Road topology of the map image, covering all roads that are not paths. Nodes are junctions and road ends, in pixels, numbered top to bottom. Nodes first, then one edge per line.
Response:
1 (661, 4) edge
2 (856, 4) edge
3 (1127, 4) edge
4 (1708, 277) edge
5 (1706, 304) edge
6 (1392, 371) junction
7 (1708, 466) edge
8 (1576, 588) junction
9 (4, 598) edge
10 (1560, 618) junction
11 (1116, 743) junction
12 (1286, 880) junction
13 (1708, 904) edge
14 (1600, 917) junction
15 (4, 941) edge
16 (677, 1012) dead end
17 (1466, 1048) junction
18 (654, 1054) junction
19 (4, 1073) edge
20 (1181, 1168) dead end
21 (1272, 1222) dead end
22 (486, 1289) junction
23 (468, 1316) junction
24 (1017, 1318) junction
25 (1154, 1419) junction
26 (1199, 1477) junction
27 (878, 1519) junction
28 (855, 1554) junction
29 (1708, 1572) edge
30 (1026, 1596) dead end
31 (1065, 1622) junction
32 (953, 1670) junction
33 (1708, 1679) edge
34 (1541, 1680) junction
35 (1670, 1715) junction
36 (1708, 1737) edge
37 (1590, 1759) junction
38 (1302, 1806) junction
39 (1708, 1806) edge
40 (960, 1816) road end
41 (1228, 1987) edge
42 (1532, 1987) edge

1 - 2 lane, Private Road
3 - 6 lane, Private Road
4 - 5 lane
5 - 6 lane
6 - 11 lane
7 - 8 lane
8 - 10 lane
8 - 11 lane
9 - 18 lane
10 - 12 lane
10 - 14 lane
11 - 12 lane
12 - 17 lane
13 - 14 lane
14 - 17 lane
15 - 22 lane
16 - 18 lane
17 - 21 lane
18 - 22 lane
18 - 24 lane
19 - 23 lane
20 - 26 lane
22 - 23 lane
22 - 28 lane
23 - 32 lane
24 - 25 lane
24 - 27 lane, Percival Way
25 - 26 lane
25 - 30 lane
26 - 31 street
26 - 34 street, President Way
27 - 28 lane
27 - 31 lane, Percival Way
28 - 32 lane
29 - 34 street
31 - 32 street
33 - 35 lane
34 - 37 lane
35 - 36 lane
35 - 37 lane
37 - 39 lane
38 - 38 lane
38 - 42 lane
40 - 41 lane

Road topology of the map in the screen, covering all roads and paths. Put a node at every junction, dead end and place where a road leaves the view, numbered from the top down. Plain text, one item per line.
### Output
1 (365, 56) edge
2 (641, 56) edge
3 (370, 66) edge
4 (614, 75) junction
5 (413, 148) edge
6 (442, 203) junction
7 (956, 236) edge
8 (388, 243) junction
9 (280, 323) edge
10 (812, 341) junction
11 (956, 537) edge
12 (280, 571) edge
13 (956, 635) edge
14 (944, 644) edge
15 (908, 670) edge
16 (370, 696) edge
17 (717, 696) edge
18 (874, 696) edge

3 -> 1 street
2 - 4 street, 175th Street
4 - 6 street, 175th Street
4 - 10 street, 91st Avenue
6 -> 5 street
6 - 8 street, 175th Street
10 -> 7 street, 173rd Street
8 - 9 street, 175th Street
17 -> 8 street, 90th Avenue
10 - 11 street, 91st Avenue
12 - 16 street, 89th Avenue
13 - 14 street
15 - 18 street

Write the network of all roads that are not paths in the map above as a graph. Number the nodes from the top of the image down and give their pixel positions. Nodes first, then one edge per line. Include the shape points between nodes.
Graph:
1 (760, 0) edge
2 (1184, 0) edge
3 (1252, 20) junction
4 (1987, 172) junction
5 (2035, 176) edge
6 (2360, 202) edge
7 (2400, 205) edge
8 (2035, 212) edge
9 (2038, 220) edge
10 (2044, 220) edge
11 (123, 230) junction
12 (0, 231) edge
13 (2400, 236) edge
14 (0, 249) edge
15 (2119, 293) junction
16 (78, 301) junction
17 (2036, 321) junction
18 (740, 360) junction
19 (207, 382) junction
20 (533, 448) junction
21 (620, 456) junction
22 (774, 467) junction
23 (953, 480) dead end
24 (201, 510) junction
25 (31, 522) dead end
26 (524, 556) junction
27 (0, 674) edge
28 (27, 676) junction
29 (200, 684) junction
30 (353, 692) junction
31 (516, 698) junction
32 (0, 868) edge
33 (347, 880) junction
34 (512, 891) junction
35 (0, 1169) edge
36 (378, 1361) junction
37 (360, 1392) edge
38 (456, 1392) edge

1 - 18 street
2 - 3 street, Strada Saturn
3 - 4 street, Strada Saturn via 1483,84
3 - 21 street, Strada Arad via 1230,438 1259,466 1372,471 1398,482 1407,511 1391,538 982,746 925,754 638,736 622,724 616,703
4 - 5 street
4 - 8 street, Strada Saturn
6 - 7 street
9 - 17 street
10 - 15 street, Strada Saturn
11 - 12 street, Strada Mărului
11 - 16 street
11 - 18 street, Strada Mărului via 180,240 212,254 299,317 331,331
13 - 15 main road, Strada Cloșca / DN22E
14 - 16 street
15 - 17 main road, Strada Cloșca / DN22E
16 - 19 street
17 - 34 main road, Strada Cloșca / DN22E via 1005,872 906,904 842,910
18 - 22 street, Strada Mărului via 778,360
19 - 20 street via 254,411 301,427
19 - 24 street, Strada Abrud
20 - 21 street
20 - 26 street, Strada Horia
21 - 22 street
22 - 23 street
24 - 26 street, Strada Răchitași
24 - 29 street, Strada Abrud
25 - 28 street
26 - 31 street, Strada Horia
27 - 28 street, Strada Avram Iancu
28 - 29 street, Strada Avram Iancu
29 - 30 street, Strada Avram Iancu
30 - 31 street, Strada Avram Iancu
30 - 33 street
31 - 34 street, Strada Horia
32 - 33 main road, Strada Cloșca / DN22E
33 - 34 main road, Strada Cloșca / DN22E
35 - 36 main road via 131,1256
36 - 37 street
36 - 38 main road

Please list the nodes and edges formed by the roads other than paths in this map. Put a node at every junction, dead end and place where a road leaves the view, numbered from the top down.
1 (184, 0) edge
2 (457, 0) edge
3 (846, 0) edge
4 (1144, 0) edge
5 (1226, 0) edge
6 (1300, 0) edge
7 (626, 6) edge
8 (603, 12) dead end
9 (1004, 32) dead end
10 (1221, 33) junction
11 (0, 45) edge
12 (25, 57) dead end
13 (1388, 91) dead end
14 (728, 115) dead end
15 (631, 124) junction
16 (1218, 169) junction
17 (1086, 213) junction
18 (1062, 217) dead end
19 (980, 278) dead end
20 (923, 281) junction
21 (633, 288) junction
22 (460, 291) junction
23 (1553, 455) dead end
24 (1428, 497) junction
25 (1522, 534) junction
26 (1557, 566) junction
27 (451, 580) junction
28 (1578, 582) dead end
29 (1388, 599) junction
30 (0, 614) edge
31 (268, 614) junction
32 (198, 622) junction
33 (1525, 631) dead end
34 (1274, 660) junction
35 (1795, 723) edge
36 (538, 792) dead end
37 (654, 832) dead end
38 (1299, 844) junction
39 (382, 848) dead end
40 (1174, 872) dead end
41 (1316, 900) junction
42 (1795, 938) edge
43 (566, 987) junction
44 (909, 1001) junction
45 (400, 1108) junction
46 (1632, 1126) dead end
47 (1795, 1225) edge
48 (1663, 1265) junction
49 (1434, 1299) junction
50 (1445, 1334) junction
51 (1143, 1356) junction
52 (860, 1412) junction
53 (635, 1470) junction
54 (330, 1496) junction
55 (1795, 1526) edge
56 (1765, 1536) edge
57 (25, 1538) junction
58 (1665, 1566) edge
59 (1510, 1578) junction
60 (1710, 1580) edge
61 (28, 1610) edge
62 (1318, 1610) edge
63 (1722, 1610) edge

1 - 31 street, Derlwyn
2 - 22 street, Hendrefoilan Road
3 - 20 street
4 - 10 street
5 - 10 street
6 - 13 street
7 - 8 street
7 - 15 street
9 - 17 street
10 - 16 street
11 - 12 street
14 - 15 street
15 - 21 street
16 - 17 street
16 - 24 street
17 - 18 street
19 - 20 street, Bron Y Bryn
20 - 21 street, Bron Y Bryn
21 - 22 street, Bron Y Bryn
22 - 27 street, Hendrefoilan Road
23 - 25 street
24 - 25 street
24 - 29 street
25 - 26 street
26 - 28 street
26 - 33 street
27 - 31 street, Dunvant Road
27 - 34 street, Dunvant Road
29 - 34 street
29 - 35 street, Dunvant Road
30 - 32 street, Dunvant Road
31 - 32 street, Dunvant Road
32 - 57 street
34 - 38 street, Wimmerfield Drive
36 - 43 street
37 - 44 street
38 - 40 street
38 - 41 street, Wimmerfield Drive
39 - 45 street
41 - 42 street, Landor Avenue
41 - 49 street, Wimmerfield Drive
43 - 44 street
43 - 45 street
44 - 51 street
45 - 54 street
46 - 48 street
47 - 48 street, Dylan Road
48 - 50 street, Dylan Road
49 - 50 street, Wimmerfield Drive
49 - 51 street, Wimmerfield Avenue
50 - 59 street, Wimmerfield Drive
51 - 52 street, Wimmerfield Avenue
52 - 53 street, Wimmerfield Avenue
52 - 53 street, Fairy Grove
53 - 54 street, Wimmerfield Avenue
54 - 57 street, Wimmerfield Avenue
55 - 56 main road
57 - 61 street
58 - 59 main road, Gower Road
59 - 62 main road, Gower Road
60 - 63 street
------------------------------------------------------------
Exercise instructions = Provide only the count of lines in the material above that hold the word "numbered".

Answer for the task = 3